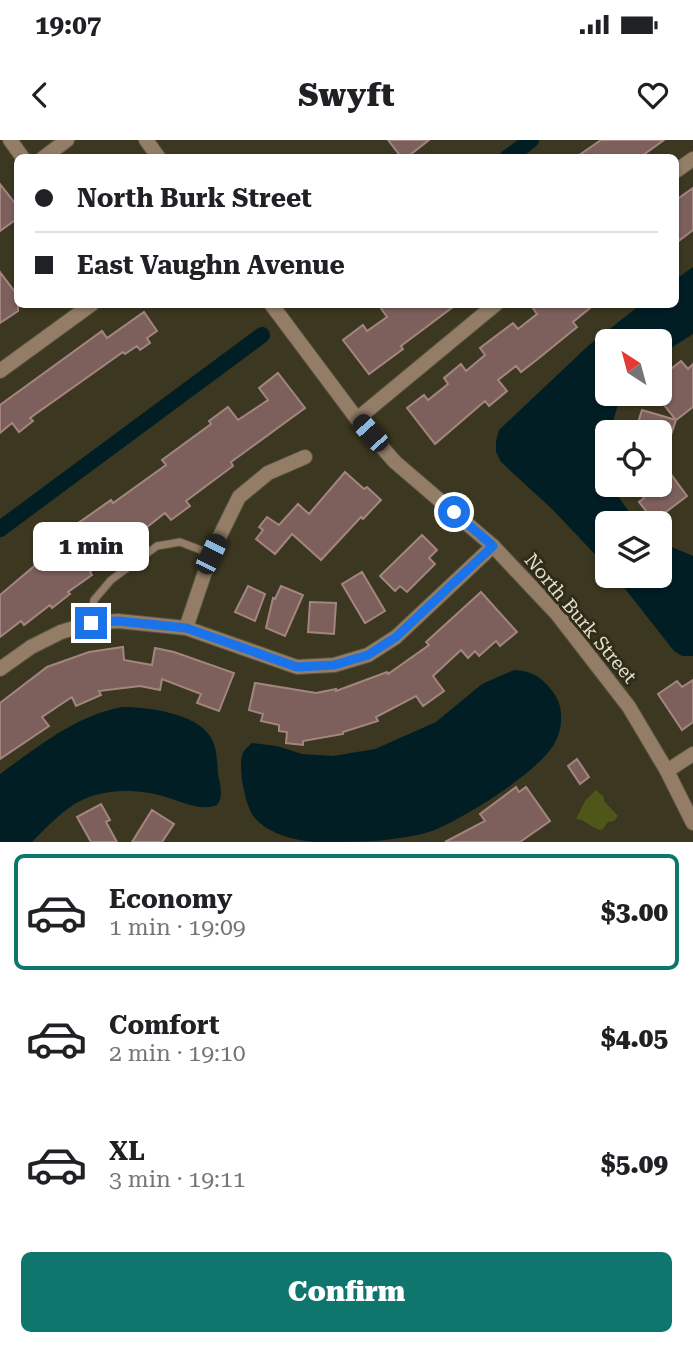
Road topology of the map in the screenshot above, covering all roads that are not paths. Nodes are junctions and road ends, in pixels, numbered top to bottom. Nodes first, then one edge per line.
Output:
1 (67, 140) edge
2 (48, 154) edge
3 (87, 308) edge
4 (491, 308) edge
5 (275, 309) edge
6 (0, 371) edge
7 (357, 419) junction
8 (304, 457) dead end
9 (493, 546) junction
10 (211, 554) junction
11 (91, 623) junction
12 (186, 628) junction
13 (0, 669) edge
14 (693, 754) edge
15 (667, 771) junction
16 (693, 822) edge

1 - 2 street
3 - 6 street
4 - 7 street
5 - 7 street, North Burk Street
7 - 9 street, North Burk Street
8 - 10 street
9 - 12 street
9 - 15 street, North Burk Street
10 - 11 lane
10 - 12 street
11 - 12 street
11 - 13 street
14 - 15 street
15 - 16 street, North Burk Street

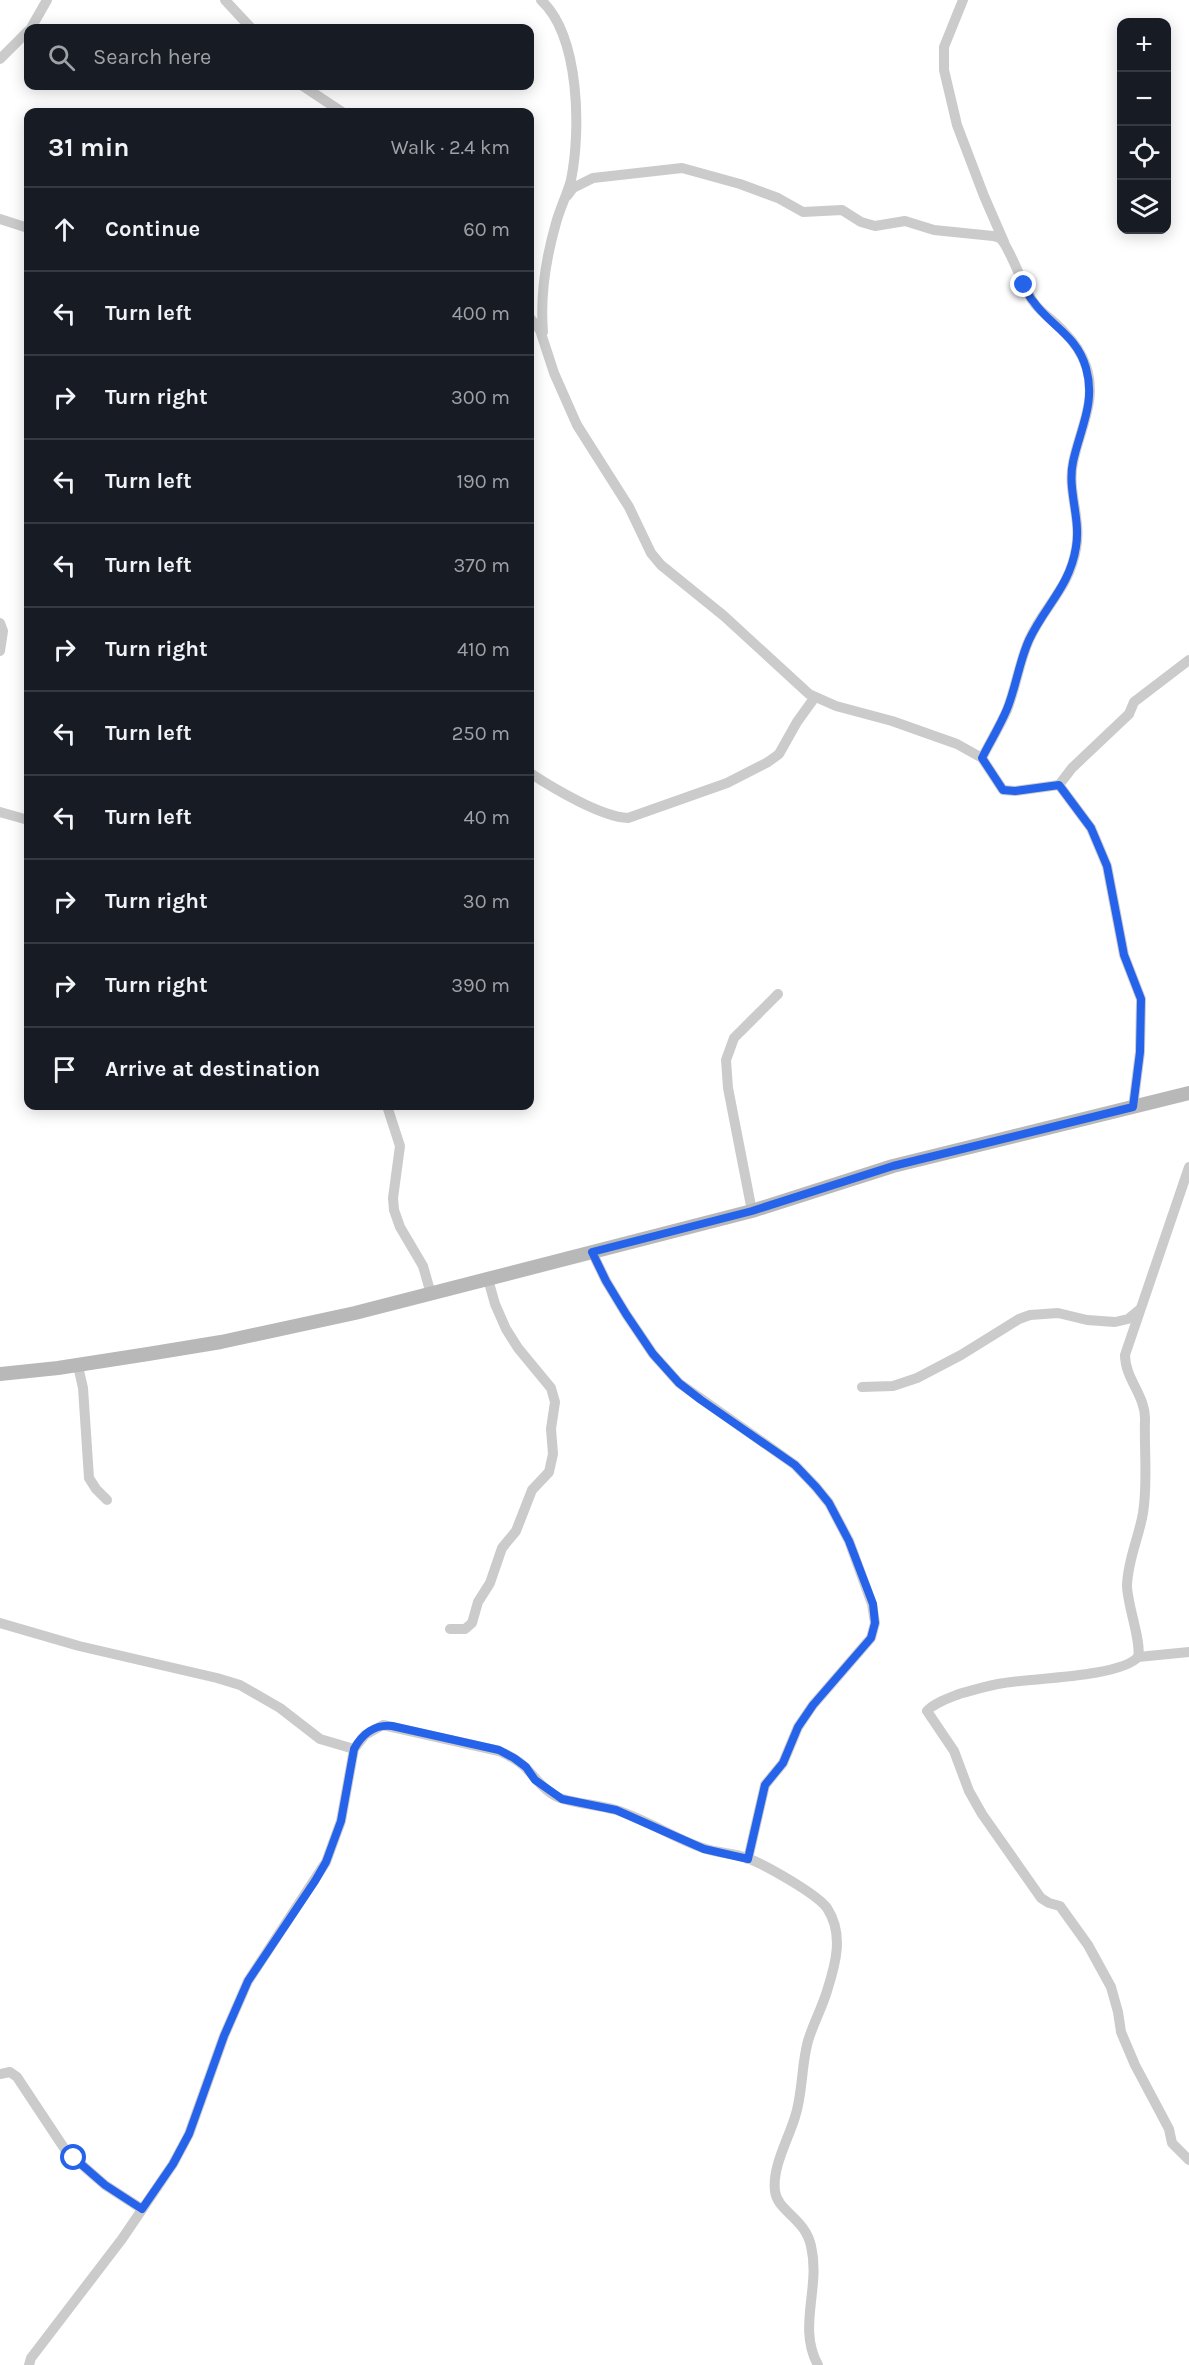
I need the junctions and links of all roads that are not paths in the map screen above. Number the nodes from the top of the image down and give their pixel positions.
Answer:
1 (47, 0) edge
2 (225, 0) edge
3 (541, 0) edge
4 (963, 0) edge
5 (33, 24) edge
6 (246, 24) edge
7 (24, 36) edge
8 (0, 59) edge
9 (309, 90) edge
10 (336, 108) edge
11 (567, 196) junction
12 (0, 219) edge
13 (24, 227) edge
14 (1004, 243) junction
15 (534, 322) edge
16 (544, 341) junction
17 (0, 623) edge
18 (0, 651) edge
19 (1189, 660) edge
20 (815, 697) junction
21 (982, 758) junction
22 (534, 776) edge
23 (1059, 785) junction
24 (0, 812) edge
25 (24, 819) edge
26 (778, 994) dead end
27 (1189, 1093) edge
28 (1133, 1107) junction
29 (388, 1110) edge
30 (1189, 1167) edge
31 (752, 1211) junction
32 (592, 1252) junction
33 (488, 1279) junction
34 (431, 1294) junction
35 (1141, 1308) junction
36 (78, 1366) junction
37 (0, 1374) edge
38 (862, 1387) dead end
39 (107, 1500) dead end
40 (0, 1623) edge
41 (450, 1629) dead end
42 (1189, 1652) edge
43 (1138, 1657) junction
44 (354, 1749) junction
45 (748, 1859) junction
46 (0, 2074) edge
47 (1189, 2160) edge
48 (142, 2209) junction
49 (29, 2365) edge
50 (818, 2365) edge

1 - 5 street
2 - 6 street
3 - 11 street
4 - 14 street
7 - 8 street
9 - 10 street
11 - 14 street
11 - 16 street
12 - 13 street
14 - 21 street
15 - 16 street
16 - 20 street
17 - 18 street
19 - 23 street
20 - 21 street
20 - 22 street
21 - 23 street
23 - 28 street
24 - 25 street
26 - 31 street
27 - 28 street
28 - 31 street
29 - 34 street
30 - 35 street
31 - 32 street
32 - 33 street
32 - 45 street
33 - 34 street
33 - 41 street
34 - 36 street
35 - 38 street
35 - 43 street
36 - 37 street
36 - 39 street
40 - 44 street
42 - 43 street
43 - 47 street
44 - 45 street
44 - 48 street
45 - 50 street
46 - 48 street
48 - 49 street

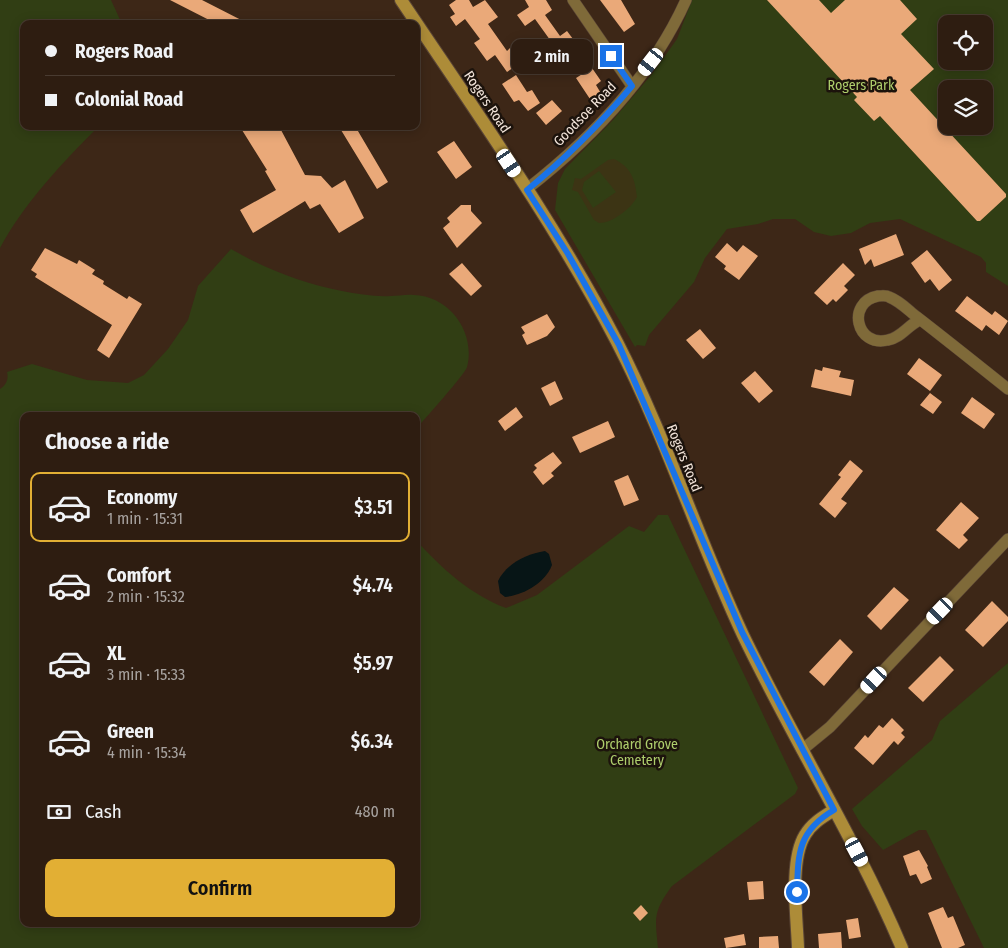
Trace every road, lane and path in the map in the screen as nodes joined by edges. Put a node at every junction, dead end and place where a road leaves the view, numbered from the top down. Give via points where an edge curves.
1 (401, 0) edge
2 (573, 0) edge
3 (686, 0) edge
4 (414, 20) edge
5 (420, 29) edge
6 (632, 86) junction
7 (527, 190) junction
8 (920, 320) junction
9 (1008, 389) edge
10 (1008, 539) edge
11 (802, 750) junction
12 (834, 810) junction
13 (798, 948) edge
14 (902, 948) edge

1 - 4 main road, Rogers Road
2 - 6 street
3 - 6 street, Goodsoe Road via 666,40
5 - 7 main road, Rogers Road
6 - 7 street, Goodsoe Road via 605,117
7 - 11 main road, Rogers Road via 568,254 619,345 742,632
8 - 8 street via 893,299 881,296 864,302 858,321 865,335 880,341 894,338
8 - 9 street
10 - 11 street via 830,727
11 - 12 main road, Rogers Road
12 - 13 main road via 813,825 799,851
12 - 14 main road, Rogers Road via 864,865

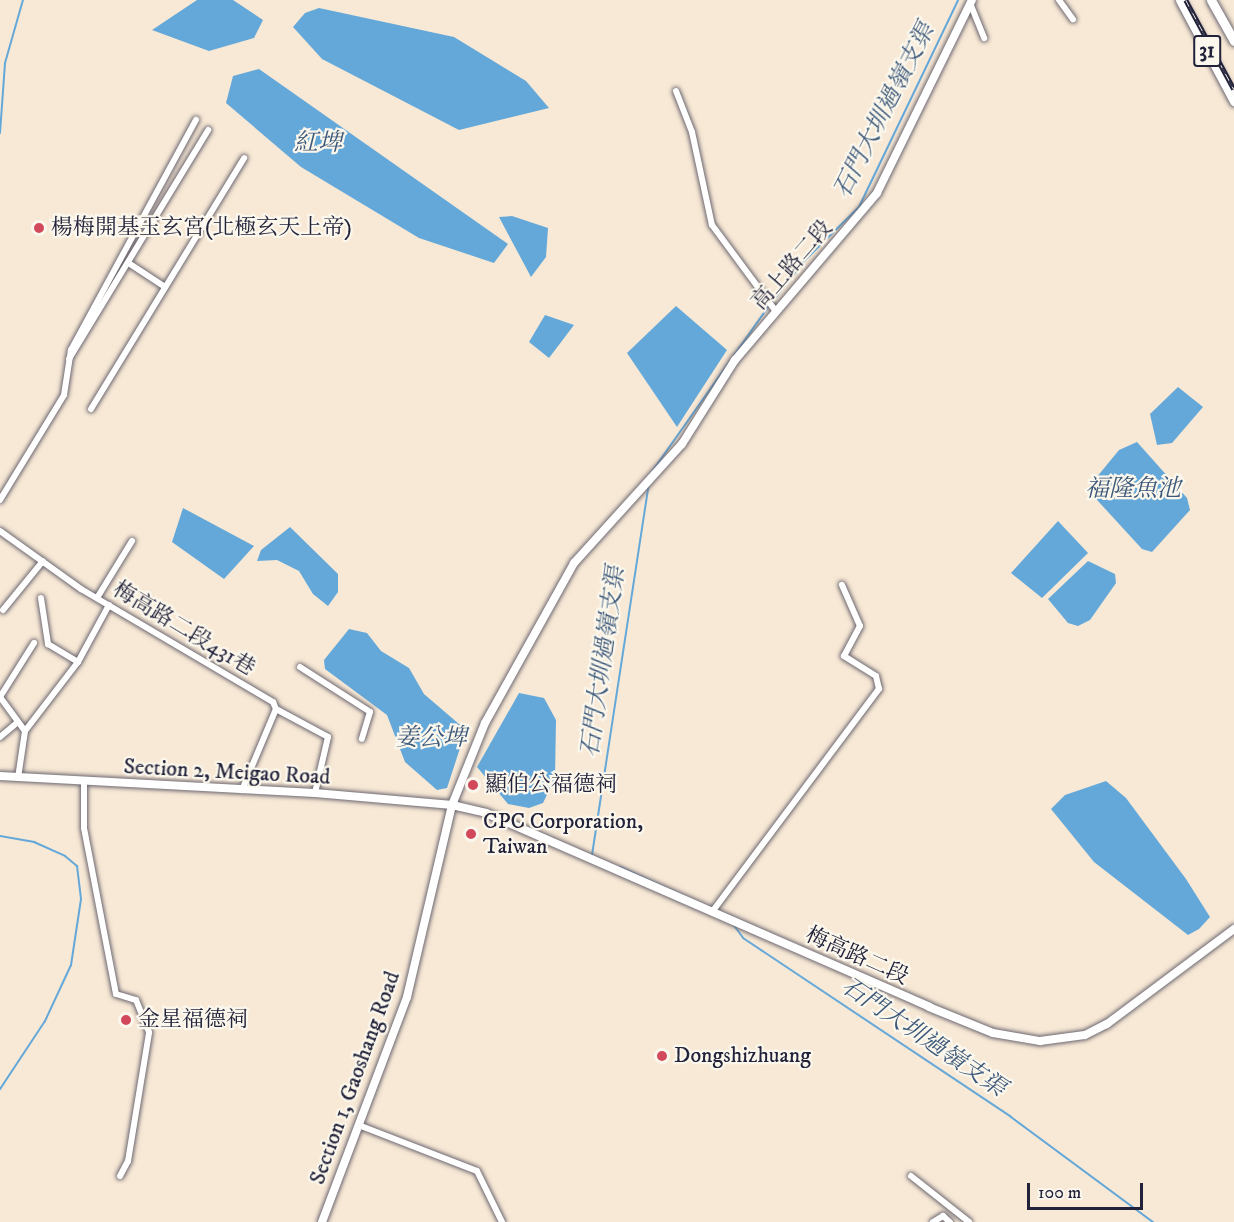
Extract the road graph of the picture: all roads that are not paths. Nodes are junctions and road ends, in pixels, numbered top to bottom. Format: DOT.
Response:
graph roads {
  1 [pos="1059,0"];
  2 [pos="1180,0"];
  3 [pos="1211,0"];
  4 [pos="971,1"];
  5 [pos="1073,19"];
  6 [pos="984,38"];
  7 [pos="1234,41"];
  8 [pos="676,91"];
  9 [pos="1234,101"];
  10 [pos="196,120"];
  11 [pos="208,130"];
  12 [pos="244,158"];
  13 [pos="130,264"];
  14 [pos="165,287"];
  15 [pos="774,309"];
  16 [pos="69,359"];
  17 [pos="91,409"];
  18 [pos="649,480"];
  19 [pos="0,500"];
  20 [pos="0,531"];
  21 [pos="132,541"];
  22 [pos="43,561"];
  23 [pos="842,585"];
  24 [pos="41,598"];
  25 [pos="98,598"];
  26 [pos="109,605"];
  27 [pos="3,610"];
  28 [pos="34,643"];
  29 [pos="78,662"];
  30 [pos="300,667"];
  31 [pos="0,697"];
  32 [pos="276,709"];
  33 [pos="18,722"];
  34 [pos="25,730"];
  35 [pos="0,737"];
  36 [pos="362,739"];
  37 [pos="0,776"];
  38 [pos="18,777"];
  39 [pos="84,783"];
  40 [pos="242,790"];
  41 [pos="315,793"];
  42 [pos="452,805"];
  43 [pos="712,912"];
  44 [pos="1233,931"];
  45 [pos="361,1126"];
  46 [pos="120,1176"];
  47 [pos="911,1176"];
  48 [pos="322,1222"];
  49 [pos="502,1222"];
  50 [pos="933,1222"];
  51 [pos="950,1222"];
  52 [pos="969,1222"];
  1 -- 5 [label="street"];
  2 -- 9 [label="main road, 31"];
  3 -- 7 [label="main road, 31"];
  4 -- 6 [label="street"];
  4 -- 15 [label="street, 高上路二段"];
  8 -- 15 [label="street"];
  10 -- 16 [label="street"];
  11 -- 13 [label="street"];
  12 -- 14 [label="street"];
  13 -- 14 [label="street"];
  13 -- 16 [label="street"];
  14 -- 17 [label="street"];
  15 -- 18 [label="street, 高上路二段"];
  16 -- 19 [label="street"];
  18 -- 42 [label="street, Section 1, Gaoshang Road"];
  20 -- 22 [label="street, 梅高路二段431巷"];
  21 -- 25 [label="street"];
  22 -- 25 [label="street, 梅高路二段431巷"];
  22 -- 27 [label="street"];
  23 -- 43 [label="street"];
  24 -- 29 [label="street"];
  25 -- 26 [label="street, 梅高路二段431巷"];
  26 -- 29 [label="street"];
  26 -- 32 [label="street, 梅高路二段431巷"];
  28 -- 31 [label="street"];
  29 -- 34 [label="street"];
  30 -- 36 [label="street"];
  31 -- 33 [label="street"];
  32 -- 40 [label="street"];
  32 -- 41 [label="street, 梅高路二段431巷"];
  33 -- 34 [label="street"];
  33 -- 35 [label="street"];
  34 -- 38 [label="street"];
  37 -- 38 [label="street, Section 2, Meigao Road"];
  38 -- 39 [label="street, Section 2, Meigao Road"];
  39 -- 40 [label="street, Section 2, Meigao Road"];
  39 -- 46 [label="street"];
  40 -- 41 [label="street, Section 2, Meigao Road"];
  41 -- 42 [label="street, Section 2, Meigao Road"];
  42 -- 43 [label="street, 梅高路二段"];
  42 -- 45 [label="street, Section 1, Gaoshang Road"];
  43 -- 44 [label="street, 梅高路二段"];
  45 -- 48 [label="street, Section 1, Gaoshang Road"];
  45 -- 49 [label="street"];
  47 -- 52 [label="street"];
  50 -- 51 [label="street"];
}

§ Activity:
Please find every line in the listing that holds the string "pixels" and copy it.

§ Result of this task:
Road topology of the map in the screenshot above, covering all roads that are not paths. Nodes are junctions and road ends, in pixels, numbered top to bottom. Nodes first, then one edge per line.
Extract the road graph of the picture: all roads that are not paths. Nodes are junctions and road ends, in pixels, numbered top to bottom. Format: DOT.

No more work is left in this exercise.